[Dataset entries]
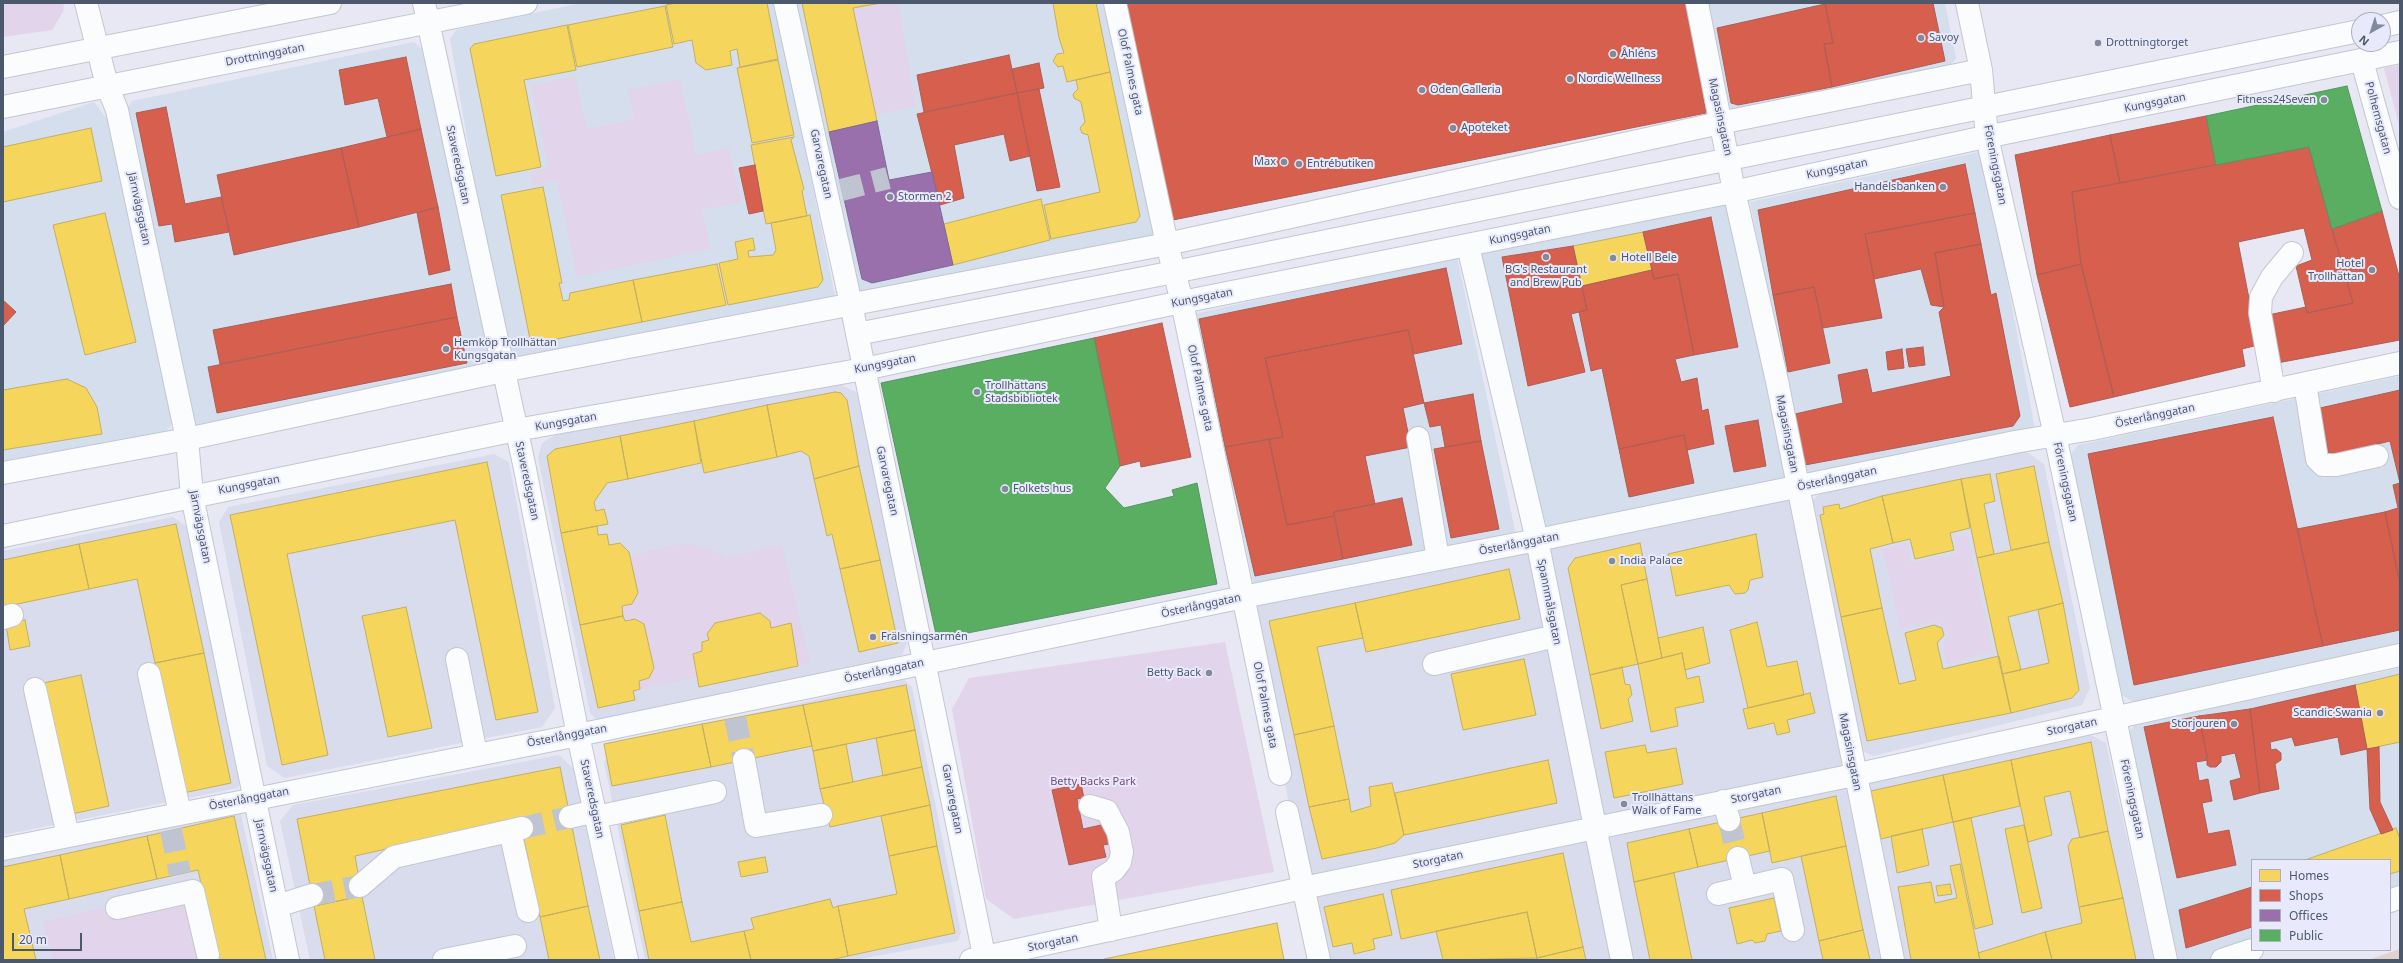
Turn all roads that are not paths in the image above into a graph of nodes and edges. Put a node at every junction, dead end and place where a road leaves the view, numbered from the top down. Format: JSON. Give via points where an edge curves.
{"nodes":[{"id":1,"x":86,"y":3,"type":"edge"},
{"id":2,"x":330,"y":3,"type":"edge"},
{"id":3,"x":526,"y":3,"type":"edge"},
{"id":4,"x":785,"y":3,"type":"edge"},
{"id":5,"x":1115,"y":3,"type":"edge"},
{"id":6,"x":1697,"y":3,"type":"edge"},
{"id":7,"x":1967,"y":3,"type":"edge"},
{"id":8,"x":426,"y":13,"type":"edge"},
{"id":9,"x":2351,"y":33,"type":"edge"},
{"id":10,"x":97,"y":49,"type":"junction"},
{"id":11,"x":2400,"y":52,"type":"edge"},
{"id":12,"x":2362,"y":61,"type":"junction"},
{"id":13,"x":3,"y":67,"type":"edge"},
{"id":14,"x":1981,"y":70,"type":"junction"},
{"id":15,"x":107,"y":85,"type":"junction"},
{"id":16,"x":1985,"y":106,"type":"junction"},
{"id":17,"x":3,"y":107,"type":"edge"},
{"id":18,"x":1719,"y":115,"type":"junction"},
{"id":19,"x":1987,"y":137,"type":"junction"},
{"id":20,"x":1728,"y":158,"type":"junction"},
{"id":21,"x":1734,"y":191,"type":"junction"},
{"id":22,"x":2400,"y":198,"type":"edge"},
{"id":23,"x":1167,"y":244,"type":"junction"},
{"id":24,"x":1468,"y":246,"type":"junction"},
{"id":25,"x":2292,"y":253,"type":"dead end"},
{"id":26,"x":1174,"y":272,"type":"junction"},
{"id":27,"x":1182,"y":302,"type":"junction"},
{"id":28,"x":851,"y":304,"type":"junction"},
{"id":29,"x":857,"y":334,"type":"junction"},
{"id":30,"x":2400,"y":364,"type":"edge"},
{"id":31,"x":864,"y":369,"type":"junction"},
{"id":32,"x":503,"y":371,"type":"junction"},
{"id":33,"x":2305,"y":384,"type":"junction"},
{"id":34,"x":2274,"y":391,"type":"junction"},
{"id":35,"x":516,"y":430,"type":"junction"},
{"id":36,"x":2055,"y":435,"type":"junction"},
{"id":37,"x":1418,"y":438,"type":"dead end"},
{"id":38,"x":187,"y":439,"type":"junction"},
{"id":39,"x":2377,"y":456,"type":"dead end"},
{"id":40,"x":3,"y":472,"type":"edge"},
{"id":41,"x":1798,"y":487,"type":"junction"},
{"id":42,"x":192,"y":496,"type":"junction"},
{"id":43,"x":3,"y":536,"type":"edge"},
{"id":44,"x":1537,"y":540,"type":"junction"},
{"id":45,"x":1438,"y":559,"type":"junction"},
{"id":46,"x":1243,"y":597,"type":"junction"},
{"id":47,"x":1556,"y":636,"type":"junction"},
{"id":48,"x":2400,"y":656,"type":"edge"},
{"id":49,"x":457,"y":659,"type":"dead end"},
{"id":50,"x":925,"y":662,"type":"junction"},
{"id":51,"x":1434,"y":664,"type":"dead end"},
{"id":52,"x":148,"y":674,"type":"dead end"},
{"id":53,"x":35,"y":689,"type":"dead end"},
{"id":54,"x":2115,"y":717,"type":"junction"},
{"id":55,"x":578,"y":735,"type":"junction"},
{"id":56,"x":476,"y":754,"type":"junction"},
{"id":57,"x":744,"y":760,"type":"tunnel mouth"},
{"id":58,"x":1280,"y":774,"type":"dead end"},
{"id":59,"x":1854,"y":775,"type":"junction"},
{"id":60,"x":716,"y":792,"type":"dead end"},
{"id":61,"x":254,"y":798,"type":"junction"},
{"id":62,"x":1090,"y":806,"type":"dead end"},
{"id":63,"x":1287,"y":812,"type":"dead end"},
{"id":64,"x":596,"y":814,"type":"junction"},
{"id":65,"x":820,"y":816,"type":"dead end"},
{"id":66,"x":570,"y":817,"type":"tunnel mouth"},
{"id":67,"x":173,"y":820,"type":"junction"},
{"id":68,"x":1594,"y":827,"type":"junction"},
{"id":69,"x":68,"y":836,"type":"junction"},
{"id":70,"x":3,"y":850,"type":"edge"},
{"id":71,"x":1738,"y":858,"type":"tunnel mouth"},
{"id":72,"x":360,"y":886,"type":"tunnel mouth"},
{"id":73,"x":1302,"y":888,"type":"junction"},
{"id":74,"x":1745,"y":888,"type":"junction"},
{"id":75,"x":1718,"y":894,"type":"dead end"},
{"id":76,"x":312,"y":895,"type":"tunnel mouth"},
{"id":77,"x":277,"y":906,"type":"junction"},
{"id":78,"x":118,"y":908,"type":"dead end"},
{"id":79,"x":528,"y":911,"type":"dead end"},
{"id":80,"x":1110,"y":930,"type":"junction"},
{"id":81,"x":1793,"y":930,"type":"dead end"},
{"id":82,"x":515,"y":946,"type":"dead end"},
{"id":83,"x":2251,"y":950,"type":"edge"},
{"id":84,"x":208,"y":955,"type":"dead end"},
{"id":85,"x":980,"y":959,"type":"edge"},
{"id":86,"x":288,"y":960,"type":"edge"},
{"id":87,"x":444,"y":960,"type":"edge"},
{"id":88,"x":627,"y":960,"type":"edge"},
{"id":89,"x":1319,"y":960,"type":"edge"},
{"id":90,"x":1622,"y":960,"type":"edge"},
{"id":91,"x":1893,"y":960,"type":"edge"},
{"id":92,"x":2166,"y":960,"type":"edge"},
{"id":93,"x":2222,"y":960,"type":"edge"}],
"edges":[{"from":1,"to":10,"type":"street","name":"Järnvägsgatan"},
{"from":2,"to":10,"type":"street"},
{"from":3,"to":8,"type":"street","name":"Drottninggatan"},
{"from":4,"to":28,"type":"street","name":"Garvaregatan","via":[[834,191]]},
{"from":5,"to":23,"type":"street","name":"Olof Palmes gata"},
{"from":6,"to":18,"type":"street","name":"Magasinsgatan"},
{"from":7,"to":14,"type":"street","name":"Föreningsgatan"},
{"from":8,"to":15,"type":"street","name":"Drottninggatan"},
{"from":8,"to":32,"type":"street","name":"Staveredsgatan"},
{"from":9,"to":16,"type":"street"},
{"from":10,"to":13,"type":"street"},
{"from":10,"to":15,"type":"street","name":"Järnvägsgatan"},
{"from":11,"to":12,"type":"street","name":"Kungsgatan"},
{"from":12,"to":19,"type":"street","name":"Kungsgatan"},
{"from":12,"to":22,"type":"street","name":"Polhemsgatan"},
{"from":14,"to":16,"type":"street","name":"Föreningsgatan"},
{"from":14,"to":18,"type":"street"},
{"from":15,"to":17,"type":"street","name":"Drottninggatan"},
{"from":15,"to":38,"type":"street","name":"Järnvägsgatan","via":[[117,110]]},
{"from":16,"to":19,"type":"street","name":"Föreningsgatan"},
{"from":16,"to":20,"type":"street"},
{"from":18,"to":20,"type":"street","name":"Magasinsgatan"},
{"from":18,"to":23,"type":"street"},
{"from":19,"to":21,"type":"street","name":"Kungsgatan"},
{"from":19,"to":36,"type":"street","name":"Föreningsgatan"},
{"from":20,"to":21,"type":"street","name":"Magasinsgatan"},
{"from":20,"to":26,"type":"street"},
{"from":21,"to":24,"type":"street","name":"Kungsgatan"},
{"from":21,"to":41,"type":"street","name":"Magasinsgatan"},
{"from":23,"to":26,"type":"street","name":"Olof Palmes gata"},
{"from":23,"to":28,"type":"street"},
{"from":24,"to":27,"type":"street","name":"Kungsgatan"},
{"from":24,"to":44,"type":"street","name":"Spannmålsgatan"},
{"from":25,"to":34,"type":"street","via":[[2272,277],[2261,297],[2260,313]]},
{"from":26,"to":27,"type":"street","name":"Olof Palmes gata"},
{"from":26,"to":29,"type":"street"},
{"from":27,"to":31,"type":"street","name":"Kungsgatan"},
{"from":27,"to":46,"type":"street","name":"Olof Palmes gata"},
{"from":28,"to":29,"type":"street","name":"Garvaregatan"},
{"from":28,"to":32,"type":"street"},
{"from":29,"to":31,"type":"street","name":"Garvaregatan"},
{"from":30,"to":33,"type":"street","name":"Österlånggatan"},
{"from":31,"to":35,"type":"street","name":"Kungsgatan"},
{"from":31,"to":50,"type":"street","name":"Garvaregatan"},
{"from":32,"to":35,"type":"street","name":"Staveredsgatan"},
{"from":32,"to":38,"type":"street"},
{"from":33,"to":34,"type":"street","name":"Österlånggatan"},
{"from":33,"to":39,"type":"street","via":[[2317,459],[2323,465],[2336,465]]},
{"from":34,"to":36,"type":"street","name":"Österlånggatan"},
{"from":35,"to":42,"type":"street","name":"Kungsgatan"},
{"from":35,"to":55,"type":"street","name":"Staveredsgatan"},
{"from":36,"to":41,"type":"street","name":"Österlånggatan"},
{"from":36,"to":54,"type":"street","name":"Föreningsgatan"},
{"from":37,"to":45,"type":"street"},
{"from":38,"to":40,"type":"street"},
{"from":38,"to":42,"type":"street","name":"Järnvägsgatan"},
{"from":41,"to":44,"type":"street","name":"Österlånggatan"},
{"from":41,"to":59,"type":"street","name":"Magasinsgatan"},
{"from":42,"to":43,"type":"street","name":"Kungsgatan"},
{"from":42,"to":61,"type":"street","name":"Järnvägsgatan"},
{"from":44,"to":45,"type":"street","name":"Österlånggatan"},
{"from":44,"to":47,"type":"street","name":"Spannmålsgatan"},
{"from":45,"to":46,"type":"street","name":"Österlånggatan"},
{"from":46,"to":50,"type":"street","name":"Österlånggatan"},
{"from":46,"to":58,"type":"street","name":"Olof Palmes gata"},
{"from":47,"to":51,"type":"street"},
{"from":47,"to":68,"type":"street","name":"Spannmålsgatan"},
{"from":48,"to":54,"type":"street","name":"Storgatan"},
{"from":49,"to":56,"type":"street"},
{"from":50,"to":55,"type":"street","name":"Österlånggatan","via":[[734,710]]},
{"from":50,"to":85,"type":"street","name":"Garvaregatan"},
{"from":52,"to":67,"type":"street"},
{"from":53,"to":69,"type":"street"},
{"from":54,"to":59,"type":"street","name":"Storgatan"},
{"from":54,"to":92,"type":"street","name":"Föreningsgatan"},
{"from":55,"to":56,"type":"street","name":"Österlånggatan"},
{"from":55,"to":64,"type":"street","name":"Staveredsgatan"},
{"from":56,"to":61,"type":"street","name":"Österlånggatan"},
{"from":57,"to":65,"type":"street","via":[[756,826]]},
{"from":59,"to":68,"type":"street","name":"Storgatan","via":[[1726,811]]},
{"from":59,"to":91,"type":"street","name":"Magasinsgatan"},
{"from":60,"to":64,"type":"street"},
{"from":61,"to":67,"type":"street","name":"Österlånggatan"},
{"from":61,"to":77,"type":"street","name":"Järnvägsgatan"},
{"from":62,"to":80,"type":"street","via":[[1107,811],[1118,832],[1122,852],[1120,862],[1114,870],[1103,877]]},
{"from":63,"to":73,"type":"street"},
{"from":64,"to":66,"type":"street"},
{"from":64,"to":88,"type":"street","name":"Staveredsgatan"},
{"from":67,"to":69,"type":"street","name":"Österlånggatan"},
{"from":68,"to":73,"type":"street","name":"Storgatan"},
{"from":68,"to":90,"type":"street","name":"Spannmålsgatan"},
{"from":69,"to":70,"type":"street","name":"Österlånggatan"},
{"from":71,"to":74,"type":"street"},
{"from":72,"to":79,"type":"street","via":[[394,857],[516,829]]},
{"from":73,"to":80,"type":"street","name":"Storgatan"},
{"from":73,"to":89,"type":"street"},
{"from":74,"to":75,"type":"street"},
{"from":74,"to":81,"type":"street","via":[[1782,879]]},
{"from":76,"to":77,"type":"street"},
{"from":77,"to":86,"type":"street","name":"Järnvägsgatan"},
{"from":78,"to":84,"type":"street","via":[[182,884],[193,891]]},
{"from":80,"to":85,"type":"street","name":"Storgatan"},
{"from":82,"to":87,"type":"street"},
{"from":83,"to":93,"type":"street"}]}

# WHAT YOU HAVE TO DO
For this exercise, gather every line of the data that contains the word "mouth".

# COMPLETED EXERCISE
{"id":57,"x":744,"y":760,"type":"tunnel mouth"},
{"id":66,"x":570,"y":817,"type":"tunnel mouth"},
{"id":71,"x":1738,"y":858,"type":"tunnel mouth"},
{"id":72,"x":360,"y":886,"type":"tunnel mouth"},
{"id":76,"x":312,"y":895,"type":"tunnel mouth"},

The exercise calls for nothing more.